→ TASK TO CARRY OUT:
Transcribe the data exactly.
== DATASET EXTRACT
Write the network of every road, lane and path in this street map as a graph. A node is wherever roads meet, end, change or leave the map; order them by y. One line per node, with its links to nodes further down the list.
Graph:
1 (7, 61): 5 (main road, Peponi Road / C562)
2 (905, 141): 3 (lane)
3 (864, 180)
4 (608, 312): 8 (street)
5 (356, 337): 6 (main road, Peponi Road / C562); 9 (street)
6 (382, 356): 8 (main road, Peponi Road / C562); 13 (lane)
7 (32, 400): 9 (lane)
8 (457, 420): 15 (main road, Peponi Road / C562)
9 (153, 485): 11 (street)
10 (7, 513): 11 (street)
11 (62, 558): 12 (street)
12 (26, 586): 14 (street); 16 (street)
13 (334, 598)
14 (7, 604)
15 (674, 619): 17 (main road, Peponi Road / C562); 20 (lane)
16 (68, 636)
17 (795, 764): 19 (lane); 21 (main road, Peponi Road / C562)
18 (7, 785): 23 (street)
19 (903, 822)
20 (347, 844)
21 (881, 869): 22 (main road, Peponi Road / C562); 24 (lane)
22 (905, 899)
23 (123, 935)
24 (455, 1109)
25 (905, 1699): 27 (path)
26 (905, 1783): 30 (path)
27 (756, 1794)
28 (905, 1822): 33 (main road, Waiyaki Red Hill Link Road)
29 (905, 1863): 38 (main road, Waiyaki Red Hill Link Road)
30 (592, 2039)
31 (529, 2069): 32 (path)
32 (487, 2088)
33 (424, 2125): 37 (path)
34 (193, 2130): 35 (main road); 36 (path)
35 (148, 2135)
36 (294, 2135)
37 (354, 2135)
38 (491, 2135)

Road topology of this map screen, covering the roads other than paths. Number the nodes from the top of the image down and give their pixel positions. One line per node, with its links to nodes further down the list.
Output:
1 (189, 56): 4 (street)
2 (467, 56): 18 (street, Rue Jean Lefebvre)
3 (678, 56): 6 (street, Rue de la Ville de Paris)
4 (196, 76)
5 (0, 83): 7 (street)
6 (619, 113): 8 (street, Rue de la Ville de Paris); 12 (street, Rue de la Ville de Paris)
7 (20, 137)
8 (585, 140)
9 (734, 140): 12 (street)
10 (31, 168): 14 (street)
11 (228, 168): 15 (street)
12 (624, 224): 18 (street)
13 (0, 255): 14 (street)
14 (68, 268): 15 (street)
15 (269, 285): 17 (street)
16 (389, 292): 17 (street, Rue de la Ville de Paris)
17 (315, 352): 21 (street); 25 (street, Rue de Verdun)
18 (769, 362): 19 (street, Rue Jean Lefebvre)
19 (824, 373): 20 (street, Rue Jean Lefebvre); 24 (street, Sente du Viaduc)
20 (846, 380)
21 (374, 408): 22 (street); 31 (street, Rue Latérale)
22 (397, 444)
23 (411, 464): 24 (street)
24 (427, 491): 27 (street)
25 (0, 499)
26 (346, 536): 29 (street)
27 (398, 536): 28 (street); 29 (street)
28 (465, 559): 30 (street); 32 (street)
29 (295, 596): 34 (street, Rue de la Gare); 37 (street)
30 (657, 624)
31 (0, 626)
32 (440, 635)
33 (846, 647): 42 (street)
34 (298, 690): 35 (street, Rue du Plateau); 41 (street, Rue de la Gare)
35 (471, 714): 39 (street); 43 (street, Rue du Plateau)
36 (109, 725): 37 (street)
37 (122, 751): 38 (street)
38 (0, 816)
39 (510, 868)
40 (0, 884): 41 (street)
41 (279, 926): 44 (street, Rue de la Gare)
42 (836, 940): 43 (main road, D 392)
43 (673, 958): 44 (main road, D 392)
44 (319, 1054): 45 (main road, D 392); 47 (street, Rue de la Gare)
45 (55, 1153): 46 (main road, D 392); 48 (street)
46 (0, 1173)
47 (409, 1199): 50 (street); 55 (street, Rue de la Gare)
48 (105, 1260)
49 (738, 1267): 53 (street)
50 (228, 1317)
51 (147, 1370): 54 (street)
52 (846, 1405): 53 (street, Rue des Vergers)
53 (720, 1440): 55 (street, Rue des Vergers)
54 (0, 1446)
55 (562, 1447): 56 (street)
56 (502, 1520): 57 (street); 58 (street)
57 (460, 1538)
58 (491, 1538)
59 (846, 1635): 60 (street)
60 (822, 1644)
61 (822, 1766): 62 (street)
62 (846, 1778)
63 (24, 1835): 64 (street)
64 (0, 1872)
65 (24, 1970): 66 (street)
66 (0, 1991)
====
→ SOLUTION FOR THIS TASK:
Write the network of every road, lane and path in this street map as a graph. A node is wherever roads meet, end, change or leave the map; order them by y. One line per node, with its links to nodes further down the list.
Graph:
1 (7, 61): 5 (main road, Peponi Road / C562)
2 (905, 141): 3 (lane)
3 (864, 180)
4 (608, 312): 8 (street)
5 (356, 337): 6 (main road, Peponi Road / C562); 9 (street)
6 (382, 356): 8 (main road, Peponi Road / C562); 13 (lane)
7 (32, 400): 9 (lane)
8 (457, 420): 15 (main road, Peponi Road / C562)
9 (153, 485): 11 (street)
10 (7, 513): 11 (street)
11 (62, 558): 12 (street)
12 (26, 586): 14 (street); 16 (street)
13 (334, 598)
14 (7, 604)
15 (674, 619): 17 (main road, Peponi Road / C562); 20 (lane)
16 (68, 636)
17 (795, 764): 19 (lane); 21 (main road, Peponi Road / C562)
18 (7, 785): 23 (street)
19 (903, 822)
20 (347, 844)
21 (881, 869): 22 (main road, Peponi Road / C562); 24 (lane)
22 (905, 899)
23 (123, 935)
24 (455, 1109)
25 (905, 1699): 27 (path)
26 (905, 1783): 30 (path)
27 (756, 1794)
28 (905, 1822): 33 (main road, Waiyaki Red Hill Link Road)
29 (905, 1863): 38 (main road, Waiyaki Red Hill Link Road)
30 (592, 2039)
31 (529, 2069): 32 (path)
32 (487, 2088)
33 (424, 2125): 37 (path)
34 (193, 2130): 35 (main road); 36 (path)
35 (148, 2135)
36 (294, 2135)
37 (354, 2135)
38 (491, 2135)

Road topology of this map screen, covering the roads other than paths. Number the nodes from the top of the image down and give their pixel positions. One line per node, with its links to nodes further down the list.
Output:
1 (189, 56): 4 (street)
2 (467, 56): 18 (street, Rue Jean Lefebvre)
3 (678, 56): 6 (street, Rue de la Ville de Paris)
4 (196, 76)
5 (0, 83): 7 (street)
6 (619, 113): 8 (street, Rue de la Ville de Paris); 12 (street, Rue de la Ville de Paris)
7 (20, 137)
8 (585, 140)
9 (734, 140): 12 (street)
10 (31, 168): 14 (street)
11 (228, 168): 15 (street)
12 (624, 224): 18 (street)
13 (0, 255): 14 (street)
14 (68, 268): 15 (street)
15 (269, 285): 17 (street)
16 (389, 292): 17 (street, Rue de la Ville de Paris)
17 (315, 352): 21 (street); 25 (street, Rue de Verdun)
18 (769, 362): 19 (street, Rue Jean Lefebvre)
19 (824, 373): 20 (street, Rue Jean Lefebvre); 24 (street, Sente du Viaduc)
20 (846, 380)
21 (374, 408): 22 (street); 31 (street, Rue Latérale)
22 (397, 444)
23 (411, 464): 24 (street)
24 (427, 491): 27 (street)
25 (0, 499)
26 (346, 536): 29 (street)
27 (398, 536): 28 (street); 29 (street)
28 (465, 559): 30 (street); 32 (street)
29 (295, 596): 34 (street, Rue de la Gare); 37 (street)
30 (657, 624)
31 (0, 626)
32 (440, 635)
33 (846, 647): 42 (street)
34 (298, 690): 35 (street, Rue du Plateau); 41 (street, Rue de la Gare)
35 (471, 714): 39 (street); 43 (street, Rue du Plateau)
36 (109, 725): 37 (street)
37 (122, 751): 38 (street)
38 (0, 816)
39 (510, 868)
40 (0, 884): 41 (street)
41 (279, 926): 44 (street, Rue de la Gare)
42 (836, 940): 43 (main road, D 392)
43 (673, 958): 44 (main road, D 392)
44 (319, 1054): 45 (main road, D 392); 47 (street, Rue de la Gare)
45 (55, 1153): 46 (main road, D 392); 48 (street)
46 (0, 1173)
47 (409, 1199): 50 (street); 55 (street, Rue de la Gare)
48 (105, 1260)
49 (738, 1267): 53 (street)
50 (228, 1317)
51 (147, 1370): 54 (street)
52 (846, 1405): 53 (street, Rue des Vergers)
53 (720, 1440): 55 (street, Rue des Vergers)
54 (0, 1446)
55 (562, 1447): 56 (street)
56 (502, 1520): 57 (street); 58 (street)
57 (460, 1538)
58 (491, 1538)
59 (846, 1635): 60 (street)
60 (822, 1644)
61 (822, 1766): 62 (street)
62 (846, 1778)
63 (24, 1835): 64 (street)
64 (0, 1872)
65 (24, 1970): 66 (street)
66 (0, 1991)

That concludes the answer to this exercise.